• **Work request**
Could you copy all of the records below exactly as they appear?

====== Record excerpts

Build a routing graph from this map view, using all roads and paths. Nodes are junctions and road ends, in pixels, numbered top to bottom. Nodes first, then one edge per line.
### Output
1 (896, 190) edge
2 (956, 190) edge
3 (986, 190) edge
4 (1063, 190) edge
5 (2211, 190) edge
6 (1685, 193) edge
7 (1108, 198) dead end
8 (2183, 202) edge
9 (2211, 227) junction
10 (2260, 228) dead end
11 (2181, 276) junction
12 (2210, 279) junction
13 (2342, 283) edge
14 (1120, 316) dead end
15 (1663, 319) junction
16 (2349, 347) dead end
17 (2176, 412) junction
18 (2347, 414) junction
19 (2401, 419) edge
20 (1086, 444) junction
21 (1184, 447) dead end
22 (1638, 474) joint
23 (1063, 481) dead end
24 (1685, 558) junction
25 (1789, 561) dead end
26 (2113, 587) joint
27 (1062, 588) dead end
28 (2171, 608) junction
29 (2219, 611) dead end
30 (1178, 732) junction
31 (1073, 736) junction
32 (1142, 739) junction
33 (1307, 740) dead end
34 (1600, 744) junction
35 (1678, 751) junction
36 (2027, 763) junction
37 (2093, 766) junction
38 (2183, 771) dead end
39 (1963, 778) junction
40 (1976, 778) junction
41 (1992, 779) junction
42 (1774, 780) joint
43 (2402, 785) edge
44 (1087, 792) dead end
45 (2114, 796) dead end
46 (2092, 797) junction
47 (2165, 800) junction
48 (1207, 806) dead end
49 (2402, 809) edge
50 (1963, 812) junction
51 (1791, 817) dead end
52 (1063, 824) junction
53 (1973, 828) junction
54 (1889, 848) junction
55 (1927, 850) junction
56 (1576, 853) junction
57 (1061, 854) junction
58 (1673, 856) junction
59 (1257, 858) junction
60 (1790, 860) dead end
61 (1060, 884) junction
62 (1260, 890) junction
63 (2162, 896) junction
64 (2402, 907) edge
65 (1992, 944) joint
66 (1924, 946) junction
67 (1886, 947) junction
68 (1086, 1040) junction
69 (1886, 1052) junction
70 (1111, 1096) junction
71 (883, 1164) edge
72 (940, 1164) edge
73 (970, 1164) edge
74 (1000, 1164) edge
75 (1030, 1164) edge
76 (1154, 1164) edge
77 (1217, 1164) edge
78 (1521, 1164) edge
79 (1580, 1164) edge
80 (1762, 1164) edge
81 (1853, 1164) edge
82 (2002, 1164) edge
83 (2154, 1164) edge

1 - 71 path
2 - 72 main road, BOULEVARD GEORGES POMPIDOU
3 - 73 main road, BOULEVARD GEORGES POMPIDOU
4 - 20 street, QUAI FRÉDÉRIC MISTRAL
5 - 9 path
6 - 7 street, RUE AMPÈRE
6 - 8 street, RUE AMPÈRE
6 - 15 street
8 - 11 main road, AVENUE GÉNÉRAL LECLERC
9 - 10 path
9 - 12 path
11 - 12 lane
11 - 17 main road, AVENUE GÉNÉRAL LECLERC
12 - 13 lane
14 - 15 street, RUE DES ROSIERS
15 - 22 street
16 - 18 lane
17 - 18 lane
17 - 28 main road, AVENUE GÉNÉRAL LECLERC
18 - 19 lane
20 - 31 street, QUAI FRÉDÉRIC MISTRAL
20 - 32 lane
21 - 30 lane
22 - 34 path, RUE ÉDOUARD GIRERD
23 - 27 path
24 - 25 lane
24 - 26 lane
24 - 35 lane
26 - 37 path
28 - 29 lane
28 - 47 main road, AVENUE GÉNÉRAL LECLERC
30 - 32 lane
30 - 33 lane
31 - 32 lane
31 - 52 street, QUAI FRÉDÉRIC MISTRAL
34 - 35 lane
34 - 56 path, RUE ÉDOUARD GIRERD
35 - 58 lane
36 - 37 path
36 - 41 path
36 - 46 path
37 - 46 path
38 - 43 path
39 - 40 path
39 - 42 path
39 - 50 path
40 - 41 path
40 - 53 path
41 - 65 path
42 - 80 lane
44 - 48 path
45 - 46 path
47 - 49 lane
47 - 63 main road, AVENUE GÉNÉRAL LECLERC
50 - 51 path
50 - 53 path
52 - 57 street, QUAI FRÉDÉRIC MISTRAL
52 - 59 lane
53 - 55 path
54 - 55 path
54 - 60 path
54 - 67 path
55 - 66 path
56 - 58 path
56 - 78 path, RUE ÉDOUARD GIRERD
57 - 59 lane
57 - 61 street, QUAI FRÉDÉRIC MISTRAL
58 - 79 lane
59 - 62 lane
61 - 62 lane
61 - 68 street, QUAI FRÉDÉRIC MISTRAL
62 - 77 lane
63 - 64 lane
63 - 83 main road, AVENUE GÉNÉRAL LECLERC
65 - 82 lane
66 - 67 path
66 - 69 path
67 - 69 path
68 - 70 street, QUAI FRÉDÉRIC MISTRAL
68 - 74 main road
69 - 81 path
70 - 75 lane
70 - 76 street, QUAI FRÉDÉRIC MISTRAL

============

• **Solution to the problem**
Build a routing graph from this map view, using all roads and paths. Nodes are junctions and road ends, in pixels, numbered top to bottom. Nodes first, then one edge per line.
### Output
1 (896, 190) edge
2 (956, 190) edge
3 (986, 190) edge
4 (1063, 190) edge
5 (2211, 190) edge
6 (1685, 193) edge
7 (1108, 198) dead end
8 (2183, 202) edge
9 (2211, 227) junction
10 (2260, 228) dead end
11 (2181, 276) junction
12 (2210, 279) junction
13 (2342, 283) edge
14 (1120, 316) dead end
15 (1663, 319) junction
16 (2349, 347) dead end
17 (2176, 412) junction
18 (2347, 414) junction
19 (2401, 419) edge
20 (1086, 444) junction
21 (1184, 447) dead end
22 (1638, 474) joint
23 (1063, 481) dead end
24 (1685, 558) junction
25 (1789, 561) dead end
26 (2113, 587) joint
27 (1062, 588) dead end
28 (2171, 608) junction
29 (2219, 611) dead end
30 (1178, 732) junction
31 (1073, 736) junction
32 (1142, 739) junction
33 (1307, 740) dead end
34 (1600, 744) junction
35 (1678, 751) junction
36 (2027, 763) junction
37 (2093, 766) junction
38 (2183, 771) dead end
39 (1963, 778) junction
40 (1976, 778) junction
41 (1992, 779) junction
42 (1774, 780) joint
43 (2402, 785) edge
44 (1087, 792) dead end
45 (2114, 796) dead end
46 (2092, 797) junction
47 (2165, 800) junction
48 (1207, 806) dead end
49 (2402, 809) edge
50 (1963, 812) junction
51 (1791, 817) dead end
52 (1063, 824) junction
53 (1973, 828) junction
54 (1889, 848) junction
55 (1927, 850) junction
56 (1576, 853) junction
57 (1061, 854) junction
58 (1673, 856) junction
59 (1257, 858) junction
60 (1790, 860) dead end
61 (1060, 884) junction
62 (1260, 890) junction
63 (2162, 896) junction
64 (2402, 907) edge
65 (1992, 944) joint
66 (1924, 946) junction
67 (1886, 947) junction
68 (1086, 1040) junction
69 (1886, 1052) junction
70 (1111, 1096) junction
71 (883, 1164) edge
72 (940, 1164) edge
73 (970, 1164) edge
74 (1000, 1164) edge
75 (1030, 1164) edge
76 (1154, 1164) edge
77 (1217, 1164) edge
78 (1521, 1164) edge
79 (1580, 1164) edge
80 (1762, 1164) edge
81 (1853, 1164) edge
82 (2002, 1164) edge
83 (2154, 1164) edge

1 - 71 path
2 - 72 main road, BOULEVARD GEORGES POMPIDOU
3 - 73 main road, BOULEVARD GEORGES POMPIDOU
4 - 20 street, QUAI FRÉDÉRIC MISTRAL
5 - 9 path
6 - 7 street, RUE AMPÈRE
6 - 8 street, RUE AMPÈRE
6 - 15 street
8 - 11 main road, AVENUE GÉNÉRAL LECLERC
9 - 10 path
9 - 12 path
11 - 12 lane
11 - 17 main road, AVENUE GÉNÉRAL LECLERC
12 - 13 lane
14 - 15 street, RUE DES ROSIERS
15 - 22 street
16 - 18 lane
17 - 18 lane
17 - 28 main road, AVENUE GÉNÉRAL LECLERC
18 - 19 lane
20 - 31 street, QUAI FRÉDÉRIC MISTRAL
20 - 32 lane
21 - 30 lane
22 - 34 path, RUE ÉDOUARD GIRERD
23 - 27 path
24 - 25 lane
24 - 26 lane
24 - 35 lane
26 - 37 path
28 - 29 lane
28 - 47 main road, AVENUE GÉNÉRAL LECLERC
30 - 32 lane
30 - 33 lane
31 - 32 lane
31 - 52 street, QUAI FRÉDÉRIC MISTRAL
34 - 35 lane
34 - 56 path, RUE ÉDOUARD GIRERD
35 - 58 lane
36 - 37 path
36 - 41 path
36 - 46 path
37 - 46 path
38 - 43 path
39 - 40 path
39 - 42 path
39 - 50 path
40 - 41 path
40 - 53 path
41 - 65 path
42 - 80 lane
44 - 48 path
45 - 46 path
47 - 49 lane
47 - 63 main road, AVENUE GÉNÉRAL LECLERC
50 - 51 path
50 - 53 path
52 - 57 street, QUAI FRÉDÉRIC MISTRAL
52 - 59 lane
53 - 55 path
54 - 55 path
54 - 60 path
54 - 67 path
55 - 66 path
56 - 58 path
56 - 78 path, RUE ÉDOUARD GIRERD
57 - 59 lane
57 - 61 street, QUAI FRÉDÉRIC MISTRAL
58 - 79 lane
59 - 62 lane
61 - 62 lane
61 - 68 street, QUAI FRÉDÉRIC MISTRAL
62 - 77 lane
63 - 64 lane
63 - 83 main road, AVENUE GÉNÉRAL LECLERC
65 - 82 lane
66 - 67 path
66 - 69 path
67 - 69 path
68 - 70 street, QUAI FRÉDÉRIC MISTRAL
68 - 74 main road
69 - 81 path
70 - 75 lane
70 - 76 street, QUAI FRÉDÉRIC MISTRAL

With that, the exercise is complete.